Come on, he said, I will carry the rods. What difference does it make if anybody sees them. No one will trouble us. No one will make any trouble for me in Cortina. I know them at the municipio. I have been a soldier. Everybody in this town likes me. I sell frogs. What if it is forbidden to fish? Not a thing. Nothing. No trouble. Big trout I tell you. Lots of them.
They were walking down the hill toward the river. The town was in back of them. The sun had gone under and it was sprinkling rain. There, said Peduzzi, pointing to a girl in the doorway of a house they passed. My daughter.
His doctor, the wife said, has he got to show us his doctor?
He said his daughter, said the y. g.
The girl went into the house as Peduzzi pointed.
They walked down the hill across the fields and then turned to follow the river bank. Peduzzi talked rapidly with much winking and knowingness. As they walked three abreast the wife caught his breath across the wind.

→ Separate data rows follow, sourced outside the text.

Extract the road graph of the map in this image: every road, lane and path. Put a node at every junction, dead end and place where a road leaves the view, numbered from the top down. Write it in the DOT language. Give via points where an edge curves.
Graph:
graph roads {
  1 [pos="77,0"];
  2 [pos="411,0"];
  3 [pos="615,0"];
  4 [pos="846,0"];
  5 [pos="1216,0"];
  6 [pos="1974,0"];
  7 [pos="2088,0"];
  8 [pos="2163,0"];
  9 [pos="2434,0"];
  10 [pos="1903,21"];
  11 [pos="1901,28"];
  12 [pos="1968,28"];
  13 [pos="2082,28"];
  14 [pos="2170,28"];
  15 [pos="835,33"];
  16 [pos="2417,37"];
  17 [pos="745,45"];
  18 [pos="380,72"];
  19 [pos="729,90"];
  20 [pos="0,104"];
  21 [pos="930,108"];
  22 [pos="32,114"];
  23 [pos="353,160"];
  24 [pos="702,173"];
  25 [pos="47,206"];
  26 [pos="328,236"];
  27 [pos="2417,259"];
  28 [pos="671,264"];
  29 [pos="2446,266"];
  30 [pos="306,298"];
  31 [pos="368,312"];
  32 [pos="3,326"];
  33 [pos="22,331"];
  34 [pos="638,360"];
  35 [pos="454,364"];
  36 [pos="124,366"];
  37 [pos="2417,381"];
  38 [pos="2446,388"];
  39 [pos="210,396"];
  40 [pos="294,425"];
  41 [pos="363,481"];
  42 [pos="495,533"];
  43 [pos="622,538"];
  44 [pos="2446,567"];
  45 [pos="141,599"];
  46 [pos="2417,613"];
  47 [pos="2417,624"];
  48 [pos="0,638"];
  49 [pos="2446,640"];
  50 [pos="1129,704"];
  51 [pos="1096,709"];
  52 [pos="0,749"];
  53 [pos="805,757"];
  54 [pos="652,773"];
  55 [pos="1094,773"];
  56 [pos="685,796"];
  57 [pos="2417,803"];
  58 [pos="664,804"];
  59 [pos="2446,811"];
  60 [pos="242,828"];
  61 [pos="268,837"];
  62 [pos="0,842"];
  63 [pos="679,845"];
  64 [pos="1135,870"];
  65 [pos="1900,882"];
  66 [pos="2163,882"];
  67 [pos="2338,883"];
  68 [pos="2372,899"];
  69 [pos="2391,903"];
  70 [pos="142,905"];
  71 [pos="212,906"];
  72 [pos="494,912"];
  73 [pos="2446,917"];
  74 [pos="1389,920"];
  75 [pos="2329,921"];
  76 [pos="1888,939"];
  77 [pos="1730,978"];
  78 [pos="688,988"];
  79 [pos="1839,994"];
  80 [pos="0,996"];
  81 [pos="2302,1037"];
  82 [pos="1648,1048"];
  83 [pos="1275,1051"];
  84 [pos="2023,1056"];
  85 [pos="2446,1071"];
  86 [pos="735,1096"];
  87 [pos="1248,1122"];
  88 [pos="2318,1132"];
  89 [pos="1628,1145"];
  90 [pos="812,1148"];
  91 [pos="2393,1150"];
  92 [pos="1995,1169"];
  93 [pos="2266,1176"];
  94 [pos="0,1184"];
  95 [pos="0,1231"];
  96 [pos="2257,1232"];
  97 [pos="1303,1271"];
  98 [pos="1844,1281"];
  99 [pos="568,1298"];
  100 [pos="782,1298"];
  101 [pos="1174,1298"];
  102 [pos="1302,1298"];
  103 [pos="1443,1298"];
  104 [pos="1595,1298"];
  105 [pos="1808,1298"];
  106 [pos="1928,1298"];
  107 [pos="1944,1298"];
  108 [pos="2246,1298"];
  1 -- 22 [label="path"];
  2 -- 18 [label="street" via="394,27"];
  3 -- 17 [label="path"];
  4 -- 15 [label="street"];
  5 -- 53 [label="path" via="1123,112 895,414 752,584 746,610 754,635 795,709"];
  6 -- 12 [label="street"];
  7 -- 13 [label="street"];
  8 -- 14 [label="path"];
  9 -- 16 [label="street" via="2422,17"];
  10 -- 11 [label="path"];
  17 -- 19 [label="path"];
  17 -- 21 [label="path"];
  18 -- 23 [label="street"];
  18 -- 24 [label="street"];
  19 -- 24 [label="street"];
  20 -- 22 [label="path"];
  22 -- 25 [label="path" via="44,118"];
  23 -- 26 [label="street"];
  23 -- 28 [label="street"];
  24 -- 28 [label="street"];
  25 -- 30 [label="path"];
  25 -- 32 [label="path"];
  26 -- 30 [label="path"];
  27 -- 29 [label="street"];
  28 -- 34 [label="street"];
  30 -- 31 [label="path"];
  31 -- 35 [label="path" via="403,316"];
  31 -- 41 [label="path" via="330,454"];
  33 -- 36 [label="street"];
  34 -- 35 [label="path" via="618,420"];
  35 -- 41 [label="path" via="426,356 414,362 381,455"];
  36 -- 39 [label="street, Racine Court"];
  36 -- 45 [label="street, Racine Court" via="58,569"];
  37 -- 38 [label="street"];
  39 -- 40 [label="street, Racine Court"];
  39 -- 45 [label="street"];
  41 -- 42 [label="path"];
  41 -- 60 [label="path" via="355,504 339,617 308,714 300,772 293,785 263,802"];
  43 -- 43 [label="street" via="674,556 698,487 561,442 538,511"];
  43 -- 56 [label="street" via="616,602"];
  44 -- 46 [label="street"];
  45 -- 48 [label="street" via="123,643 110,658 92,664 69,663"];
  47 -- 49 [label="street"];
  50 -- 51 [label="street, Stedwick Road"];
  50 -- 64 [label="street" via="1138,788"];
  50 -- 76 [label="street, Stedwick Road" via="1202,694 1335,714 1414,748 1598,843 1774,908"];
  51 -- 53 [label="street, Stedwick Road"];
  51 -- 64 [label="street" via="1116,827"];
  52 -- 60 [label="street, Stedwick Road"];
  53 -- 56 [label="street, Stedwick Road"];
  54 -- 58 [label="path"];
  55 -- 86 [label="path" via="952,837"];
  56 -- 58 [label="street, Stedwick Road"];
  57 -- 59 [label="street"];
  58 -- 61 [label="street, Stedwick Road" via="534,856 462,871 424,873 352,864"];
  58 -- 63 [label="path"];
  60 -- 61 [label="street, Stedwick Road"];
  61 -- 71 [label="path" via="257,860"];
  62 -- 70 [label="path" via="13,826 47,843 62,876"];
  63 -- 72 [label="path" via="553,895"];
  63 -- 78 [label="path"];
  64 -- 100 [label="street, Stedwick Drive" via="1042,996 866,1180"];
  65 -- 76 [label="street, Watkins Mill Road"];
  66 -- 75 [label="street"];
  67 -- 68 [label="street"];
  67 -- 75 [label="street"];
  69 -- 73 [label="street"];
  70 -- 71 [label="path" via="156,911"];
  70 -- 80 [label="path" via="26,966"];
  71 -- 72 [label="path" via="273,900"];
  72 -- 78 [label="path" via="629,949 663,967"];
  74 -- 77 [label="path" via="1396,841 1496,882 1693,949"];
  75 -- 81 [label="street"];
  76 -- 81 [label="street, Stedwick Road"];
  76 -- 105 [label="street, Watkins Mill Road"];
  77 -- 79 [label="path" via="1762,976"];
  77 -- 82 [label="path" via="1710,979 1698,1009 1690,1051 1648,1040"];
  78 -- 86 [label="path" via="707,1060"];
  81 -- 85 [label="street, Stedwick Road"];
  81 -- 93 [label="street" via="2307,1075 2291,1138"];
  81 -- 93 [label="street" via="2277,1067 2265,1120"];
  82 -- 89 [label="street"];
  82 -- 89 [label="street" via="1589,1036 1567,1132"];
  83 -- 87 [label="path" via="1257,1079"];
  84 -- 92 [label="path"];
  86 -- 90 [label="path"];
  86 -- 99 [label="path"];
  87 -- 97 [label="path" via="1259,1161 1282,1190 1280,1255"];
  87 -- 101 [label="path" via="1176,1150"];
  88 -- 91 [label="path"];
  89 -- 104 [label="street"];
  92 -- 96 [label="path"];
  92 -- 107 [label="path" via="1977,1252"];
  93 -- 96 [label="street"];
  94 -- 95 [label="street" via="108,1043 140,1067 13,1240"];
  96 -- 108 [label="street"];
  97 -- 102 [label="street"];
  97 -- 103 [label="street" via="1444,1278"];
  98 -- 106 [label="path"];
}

Once he nudged her in the ribs. Part of the time he talked in D’Ampezzo dialect and sometimes in Tyroler German dialect. He could not make out which the young gentleman and his wife understood the best so he was being bi-lingual. But as the young gentleman said Ja Ja Peduzzi decided to talk altogether in Tyroler. The young gentleman and the wife understood nothing.
Everybody in the town saw us going through with these rods. We’re probably being followed by the game police now. I wish we weren’t in on this damn thing. This damned old fool is so drunk too.
Of course you haven’t got the guts to just go back, said the wife. Of course you have to go on.
Why don’t you go back? Go on back Tiny.